German investment bank Deutsche Bank has seen its issuance and sales of structured products more than halving year on year. However, it plans to increase the volume of its ESG financing along with a portfolio of sustainable investments under management to at least €200 billion in total by 2025.
The strategy is part of the firm’s ongoing efforts to establish itself as a leader in sustainable finance as well as the economy and clients’ shift towards climate targets.
The German bank reported a one percent increase in group revenues to €6.3 billion with core bank net income up by six percent to €6.4 billion and investment banking net revenues soaring by 46% in its Q2 20 earnings report.
However, negative market values from derivative financial instruments stand at €355.7 billion, a 12% increase from the fourth quarter of 2019 (€316.5 billion).

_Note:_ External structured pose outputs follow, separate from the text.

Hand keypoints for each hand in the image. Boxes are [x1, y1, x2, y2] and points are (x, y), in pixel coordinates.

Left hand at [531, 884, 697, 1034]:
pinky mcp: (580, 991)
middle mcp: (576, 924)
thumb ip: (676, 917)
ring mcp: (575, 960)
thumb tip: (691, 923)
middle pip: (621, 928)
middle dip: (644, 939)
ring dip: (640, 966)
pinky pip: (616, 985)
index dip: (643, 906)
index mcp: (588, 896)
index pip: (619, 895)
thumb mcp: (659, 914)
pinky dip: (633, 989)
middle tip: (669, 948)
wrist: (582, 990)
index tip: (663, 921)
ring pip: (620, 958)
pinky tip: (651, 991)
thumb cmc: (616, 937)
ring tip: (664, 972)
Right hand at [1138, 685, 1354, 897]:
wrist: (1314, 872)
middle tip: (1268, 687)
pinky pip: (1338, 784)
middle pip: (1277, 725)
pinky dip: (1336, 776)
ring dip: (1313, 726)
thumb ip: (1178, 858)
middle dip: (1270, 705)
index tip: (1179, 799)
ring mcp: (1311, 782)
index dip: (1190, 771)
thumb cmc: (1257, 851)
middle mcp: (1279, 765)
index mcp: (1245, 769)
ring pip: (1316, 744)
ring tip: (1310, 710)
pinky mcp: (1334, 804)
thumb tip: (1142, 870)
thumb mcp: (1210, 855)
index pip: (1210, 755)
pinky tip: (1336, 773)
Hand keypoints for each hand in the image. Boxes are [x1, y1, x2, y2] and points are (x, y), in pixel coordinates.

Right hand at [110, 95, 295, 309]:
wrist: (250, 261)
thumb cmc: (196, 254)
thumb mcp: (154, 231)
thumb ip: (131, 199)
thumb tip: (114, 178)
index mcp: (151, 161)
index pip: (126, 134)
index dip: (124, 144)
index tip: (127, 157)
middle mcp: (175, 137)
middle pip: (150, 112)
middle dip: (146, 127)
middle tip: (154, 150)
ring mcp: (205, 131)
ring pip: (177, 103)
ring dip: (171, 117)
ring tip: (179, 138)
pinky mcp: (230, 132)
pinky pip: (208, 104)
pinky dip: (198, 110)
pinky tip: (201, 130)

SRP data shows that in the European market, Deutsche Bank issued 7,235 structured products in the second quarter at a sales volume of US$156.8m. This is a significant fall from its Q2 19 figure of 42,276 products valued at US$458.9m. In the first quarter of 2020, the bank issued 8,578 products for US$238.6m.
Deutsche Bank has 183 live products worth a combined $1.7 billion in the US market that are wrapped as registered (unlisted) and unregistered notes, exchange-traded notes and notes. The products range in tenor from under one year to over six years while some underlyings include the Eurostoxx 50, Russell 2000, Constant Maturity Swap Rate, and S&P500. However, the German bank is no longer active in the US market and has not issued products in the US since 2019, when it issued four products worth US$17.4m. This compares to 94 products /US$617m issued in 2018, and 198 products/US$1.08 billion in 2017.
Divisional breakdown
The bank raked in pre-tax profits of €158m compared with a pre-tax loss of €946m in the second quarter of 2019 while noninterest expenses were lowered by 23% year-on-year to €5.4 billion.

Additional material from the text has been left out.